Bowen joined the BBC in 1984. His big break was covering the Lockerbie bombing in 1988 which provided the stepping stone to his first assignment in war-torn El-Salvador in 1989 where Bowen had his first hit of the war drug.

For the first time Bowen was close enough to the action to get killed. It was the first time he heard the whizz-snap sound of a bullet passing inches from his head. But he found it hard to realise the bullets and the dangers posed to him were real. After surviving his trial by fire Bowen claims the experience was exciting, as though he was staring in an action movie.

Bowen has covered conflicts in El-Salvador, Iraq, Bosnia, Chechnya and Lebanon. The majority of his coverage focuses on the human aspect of war, about how civilians who are caught up in conflict are affected and how war irreversibly changes lives.

But, reporting in this fashion took a heavy toll on his conscience and throughout the book Jeremy advocates a stark and clear message: For a journalist reporting from a war zone to have a good day somebody else must have a very bad day.

In Lebanon in 2000 the risks foreign correspondents face were brought to the fore.

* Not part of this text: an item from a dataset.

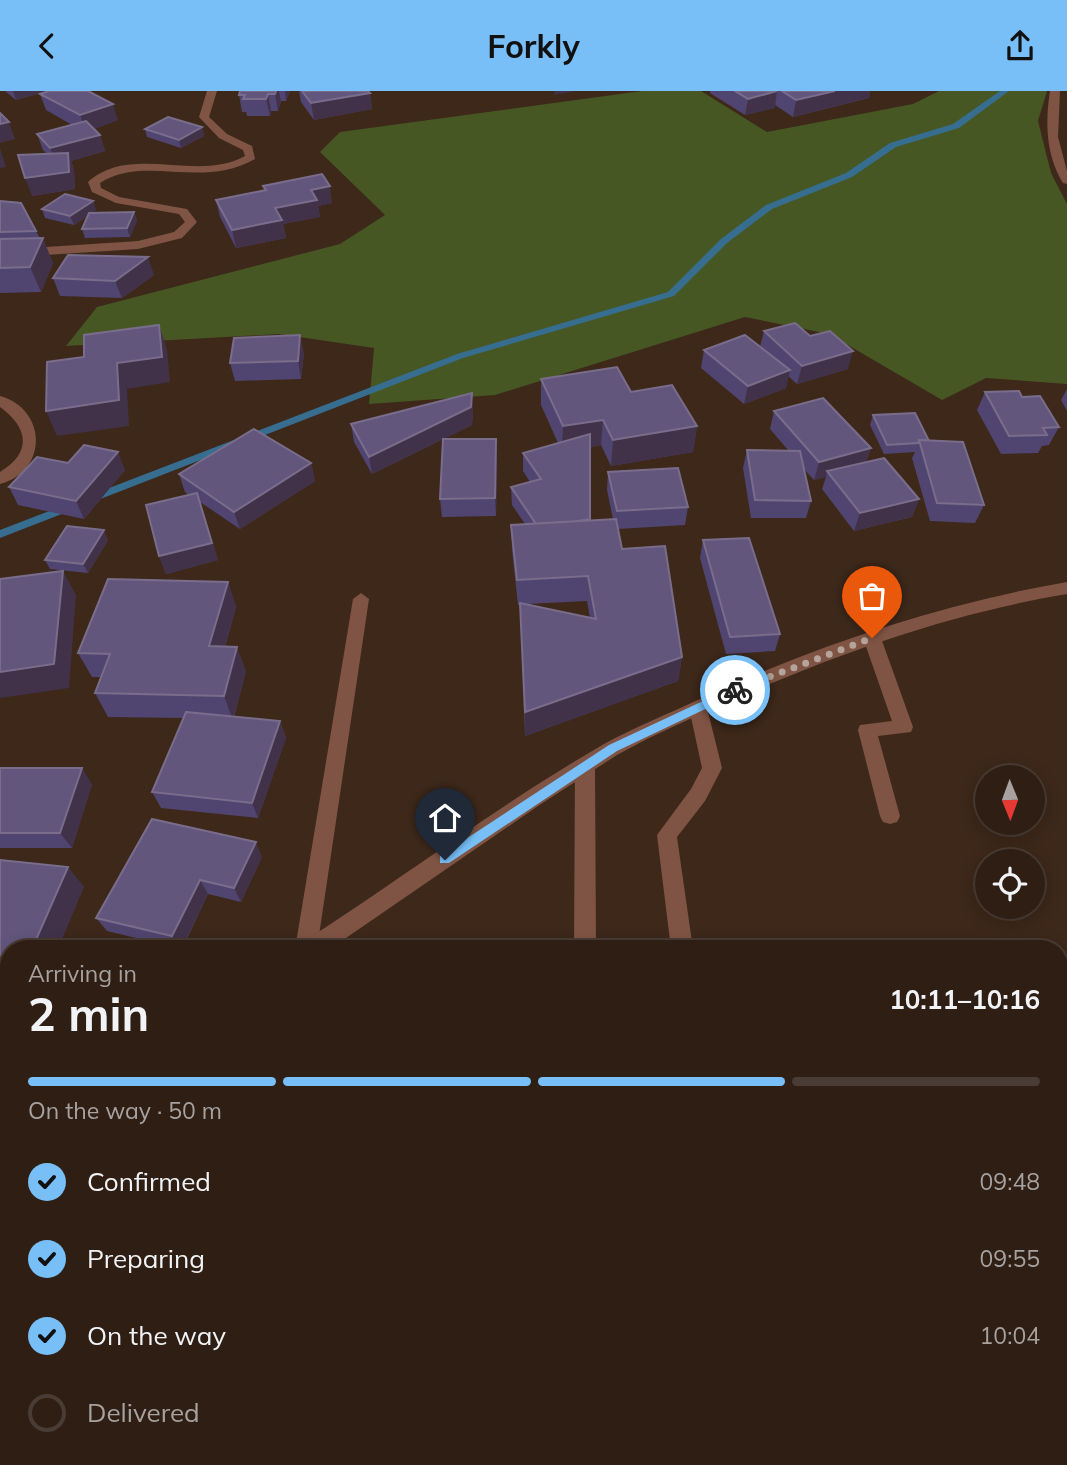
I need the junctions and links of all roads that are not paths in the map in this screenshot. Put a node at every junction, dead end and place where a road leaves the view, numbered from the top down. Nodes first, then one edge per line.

While doing a piece to camera Bowen's driver was killed when an Israeli tank blew up their car. Machine gun fire had Bowen pinned down and he was unable to reach his stricken friend.

After this, Bowen began to realise the lack of power he held over his own fate. The birth of Bowen's daughter meant he now had a greater responsibility to his family than to reporting. Being a father held precedence over furthering his career and he found solace in playing a role in his children's lives.

In the end, he says he had to choose. After all, war reporting is not an action movie. The explosions, the bullets and the deaths are all far too real.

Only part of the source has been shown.